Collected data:

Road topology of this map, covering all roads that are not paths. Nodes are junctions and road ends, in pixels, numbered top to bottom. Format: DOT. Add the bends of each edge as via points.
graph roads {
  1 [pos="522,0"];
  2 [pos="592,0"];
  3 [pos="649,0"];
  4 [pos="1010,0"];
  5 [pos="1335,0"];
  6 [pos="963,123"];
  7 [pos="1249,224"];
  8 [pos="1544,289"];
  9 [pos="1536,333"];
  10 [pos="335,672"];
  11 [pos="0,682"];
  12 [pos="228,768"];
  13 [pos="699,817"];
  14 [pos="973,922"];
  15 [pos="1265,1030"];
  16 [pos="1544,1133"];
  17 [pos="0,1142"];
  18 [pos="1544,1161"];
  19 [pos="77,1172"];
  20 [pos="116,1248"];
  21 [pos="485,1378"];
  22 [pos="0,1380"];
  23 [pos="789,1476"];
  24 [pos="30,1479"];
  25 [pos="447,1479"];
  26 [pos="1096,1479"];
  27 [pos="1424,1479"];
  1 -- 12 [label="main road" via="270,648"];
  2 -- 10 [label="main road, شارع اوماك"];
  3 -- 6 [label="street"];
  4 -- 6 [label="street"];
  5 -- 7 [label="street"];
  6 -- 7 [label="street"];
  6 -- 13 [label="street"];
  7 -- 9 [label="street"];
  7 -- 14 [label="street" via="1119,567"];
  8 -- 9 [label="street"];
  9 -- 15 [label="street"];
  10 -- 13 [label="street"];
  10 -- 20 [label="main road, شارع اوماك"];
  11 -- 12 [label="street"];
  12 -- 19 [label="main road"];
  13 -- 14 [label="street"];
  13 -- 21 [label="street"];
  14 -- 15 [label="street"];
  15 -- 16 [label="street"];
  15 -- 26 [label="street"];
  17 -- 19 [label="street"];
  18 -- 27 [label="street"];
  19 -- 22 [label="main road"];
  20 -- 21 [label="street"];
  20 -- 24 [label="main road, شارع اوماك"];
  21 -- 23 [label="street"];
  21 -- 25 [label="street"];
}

> [Work required]:
Please return the records above in their exact form.

> [Result]:
Road topology of this map, covering all roads that are not paths. Nodes are junctions and road ends, in pixels, numbered top to bottom. Format: DOT. Add the bends of each edge as via points.
graph roads {
  1 [pos="522,0"];
  2 [pos="592,0"];
  3 [pos="649,0"];
  4 [pos="1010,0"];
  5 [pos="1335,0"];
  6 [pos="963,123"];
  7 [pos="1249,224"];
  8 [pos="1544,289"];
  9 [pos="1536,333"];
  10 [pos="335,672"];
  11 [pos="0,682"];
  12 [pos="228,768"];
  13 [pos="699,817"];
  14 [pos="973,922"];
  15 [pos="1265,1030"];
  16 [pos="1544,1133"];
  17 [pos="0,1142"];
  18 [pos="1544,1161"];
  19 [pos="77,1172"];
  20 [pos="116,1248"];
  21 [pos="485,1378"];
  22 [pos="0,1380"];
  23 [pos="789,1476"];
  24 [pos="30,1479"];
  25 [pos="447,1479"];
  26 [pos="1096,1479"];
  27 [pos="1424,1479"];
  1 -- 12 [label="main road" via="270,648"];
  2 -- 10 [label="main road, شارع اوماك"];
  3 -- 6 [label="street"];
  4 -- 6 [label="street"];
  5 -- 7 [label="street"];
  6 -- 7 [label="street"];
  6 -- 13 [label="street"];
  7 -- 9 [label="street"];
  7 -- 14 [label="street" via="1119,567"];
  8 -- 9 [label="street"];
  9 -- 15 [label="street"];
  10 -- 13 [label="street"];
  10 -- 20 [label="main road, شارع اوماك"];
  11 -- 12 [label="street"];
  12 -- 19 [label="main road"];
  13 -- 14 [label="street"];
  13 -- 21 [label="street"];
  14 -- 15 [label="street"];
  15 -- 16 [label="street"];
  15 -- 26 [label="street"];
  17 -- 19 [label="street"];
  18 -- 27 [label="street"];
  19 -- 22 [label="main road"];
  20 -- 21 [label="street"];
  20 -- 24 [label="main road, شارع اوماك"];
  21 -- 23 [label="street"];
  21 -- 25 [label="street"];
}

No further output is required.